GIVEN ENTRIES below:

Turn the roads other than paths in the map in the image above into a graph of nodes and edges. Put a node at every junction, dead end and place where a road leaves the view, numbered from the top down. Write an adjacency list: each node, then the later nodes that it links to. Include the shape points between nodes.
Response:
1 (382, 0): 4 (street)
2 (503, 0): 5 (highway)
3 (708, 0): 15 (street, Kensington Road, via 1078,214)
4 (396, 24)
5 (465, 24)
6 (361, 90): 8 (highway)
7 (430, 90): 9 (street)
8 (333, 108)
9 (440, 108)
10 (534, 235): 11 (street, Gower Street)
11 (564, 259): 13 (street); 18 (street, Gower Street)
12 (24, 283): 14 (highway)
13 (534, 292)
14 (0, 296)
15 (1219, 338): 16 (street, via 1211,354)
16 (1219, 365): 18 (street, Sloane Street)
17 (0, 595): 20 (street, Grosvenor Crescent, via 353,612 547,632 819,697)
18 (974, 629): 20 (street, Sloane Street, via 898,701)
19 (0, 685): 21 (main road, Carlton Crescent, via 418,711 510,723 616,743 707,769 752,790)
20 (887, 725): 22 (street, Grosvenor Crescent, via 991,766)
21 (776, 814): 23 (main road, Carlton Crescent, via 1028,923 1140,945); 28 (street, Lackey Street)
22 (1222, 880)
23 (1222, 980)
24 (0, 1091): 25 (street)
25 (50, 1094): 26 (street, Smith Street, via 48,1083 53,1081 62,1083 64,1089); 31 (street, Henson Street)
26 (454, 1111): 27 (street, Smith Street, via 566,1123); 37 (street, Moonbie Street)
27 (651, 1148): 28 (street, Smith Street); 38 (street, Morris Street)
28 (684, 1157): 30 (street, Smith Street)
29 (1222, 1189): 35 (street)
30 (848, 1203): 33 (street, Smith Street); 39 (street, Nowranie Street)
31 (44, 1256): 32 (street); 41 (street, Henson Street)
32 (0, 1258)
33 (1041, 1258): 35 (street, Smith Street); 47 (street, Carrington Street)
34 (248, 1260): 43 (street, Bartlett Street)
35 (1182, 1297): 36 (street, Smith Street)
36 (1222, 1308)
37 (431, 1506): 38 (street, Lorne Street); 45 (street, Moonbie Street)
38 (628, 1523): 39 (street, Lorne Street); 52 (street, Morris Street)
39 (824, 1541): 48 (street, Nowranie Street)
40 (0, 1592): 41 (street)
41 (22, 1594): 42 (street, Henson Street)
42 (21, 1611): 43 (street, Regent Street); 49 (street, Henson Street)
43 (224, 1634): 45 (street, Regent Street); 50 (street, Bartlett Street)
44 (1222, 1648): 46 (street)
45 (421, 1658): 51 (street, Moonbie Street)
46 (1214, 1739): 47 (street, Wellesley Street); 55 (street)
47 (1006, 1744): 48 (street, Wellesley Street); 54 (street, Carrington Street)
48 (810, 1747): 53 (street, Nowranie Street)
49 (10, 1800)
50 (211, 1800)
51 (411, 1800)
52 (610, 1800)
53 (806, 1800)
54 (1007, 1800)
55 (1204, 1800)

End of GIVEN ENTRIES.
GIVEN ENTRIES below:

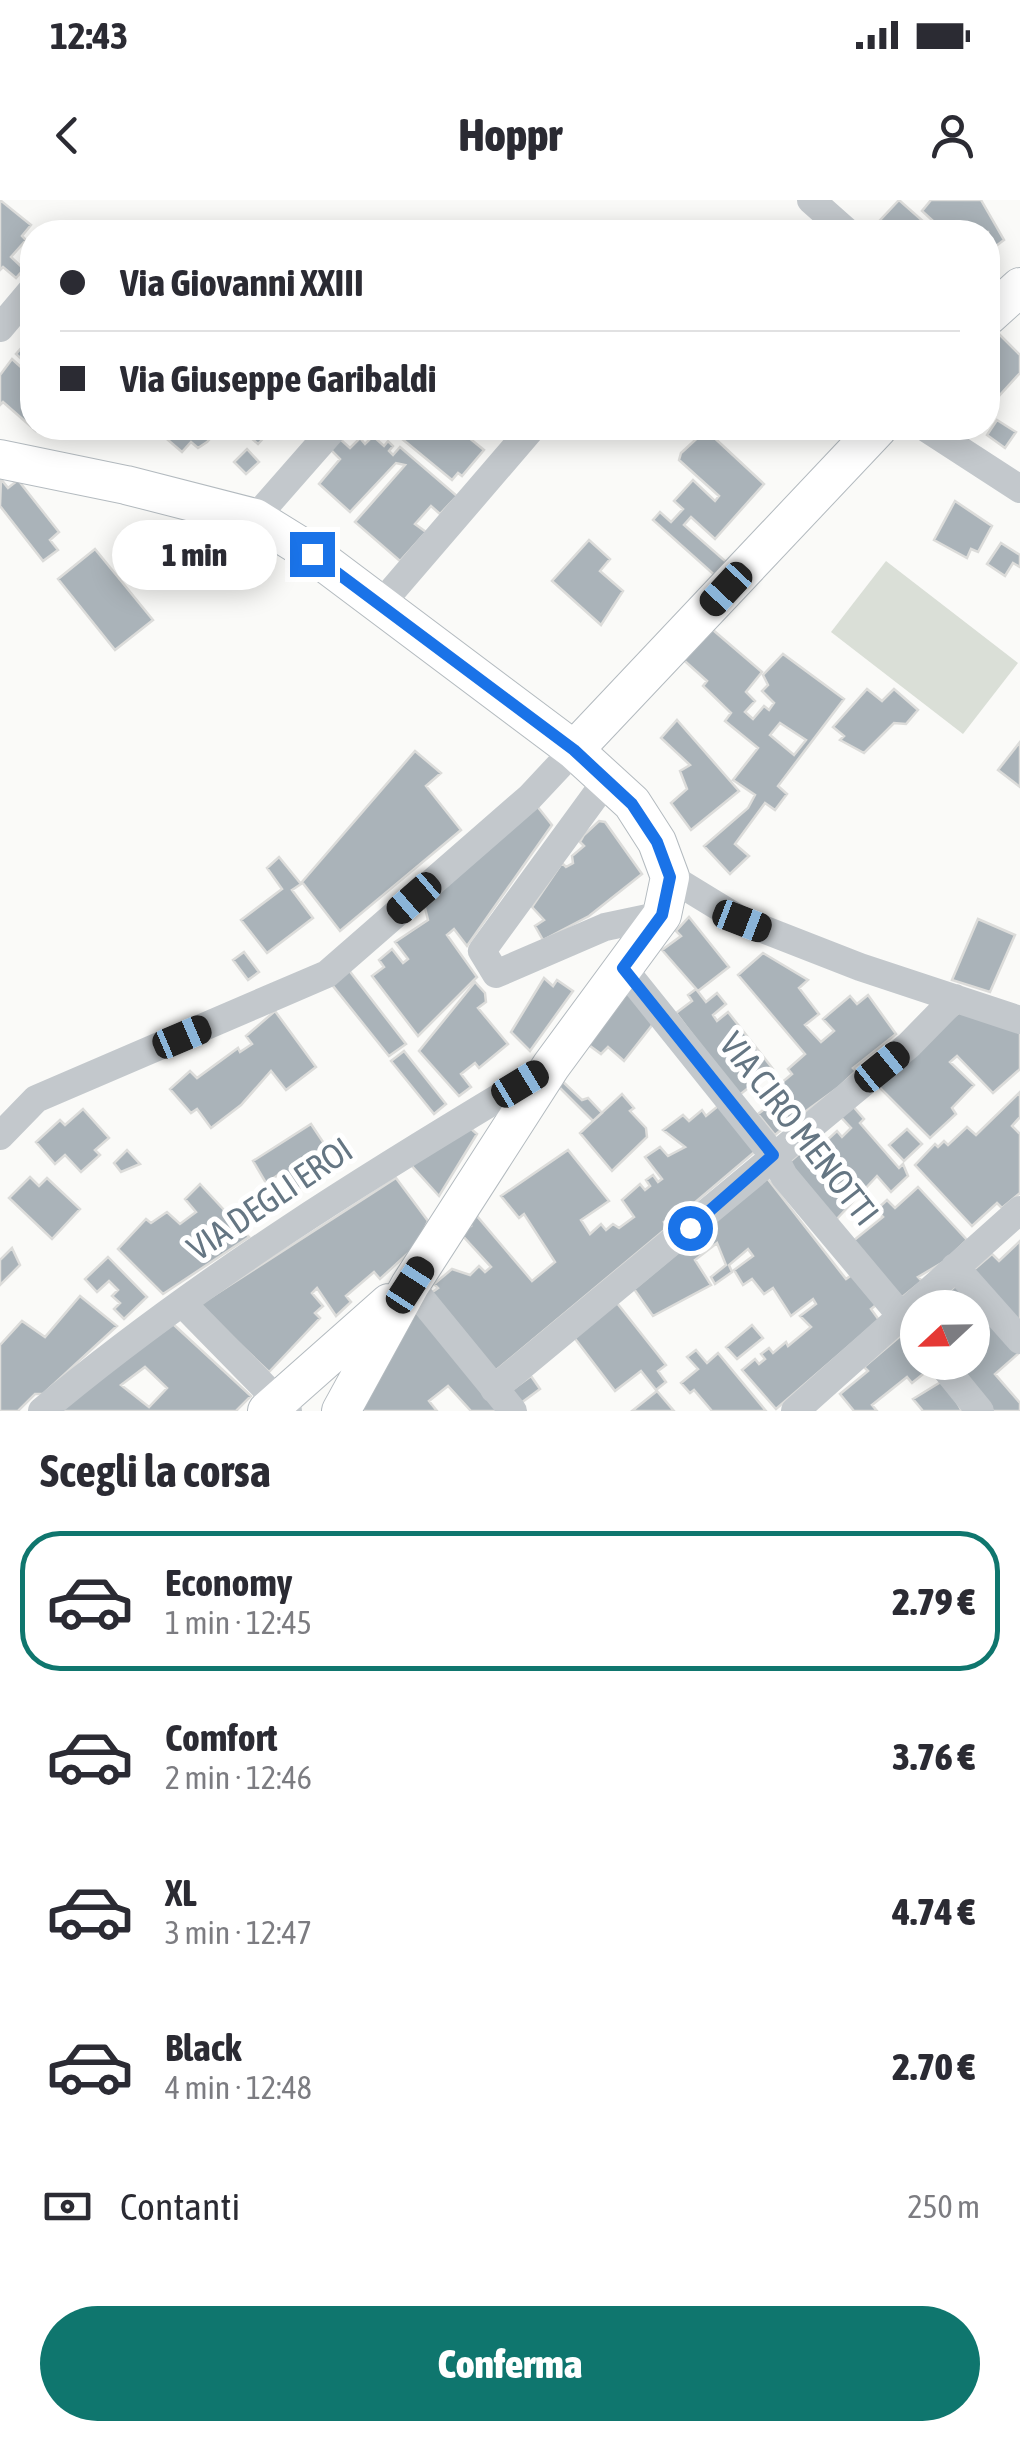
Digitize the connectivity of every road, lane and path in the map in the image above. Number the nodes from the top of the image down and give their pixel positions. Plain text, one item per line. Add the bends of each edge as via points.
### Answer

End of GIVEN ENTRIES.

__EXERCISE__: The required output is each line of the entries that contains the word "every".

__SOLUTION FOR THIS TASK__:
Turn the roads other than paths in the map in the image above into a graph of nodes and edges. Put a node at every junction, dead end and place where a road leaves the view, numbered from the top down. Write an adjacency list: each node, then the later nodes that it links to. Include the shape points between nodes.
Digitize the connectivity of every road, lane and path in the map in the image above. Number the nodes from the top of the image down and give their pixel positions. Plain text, one item per line. Add the bends of each edge as via points.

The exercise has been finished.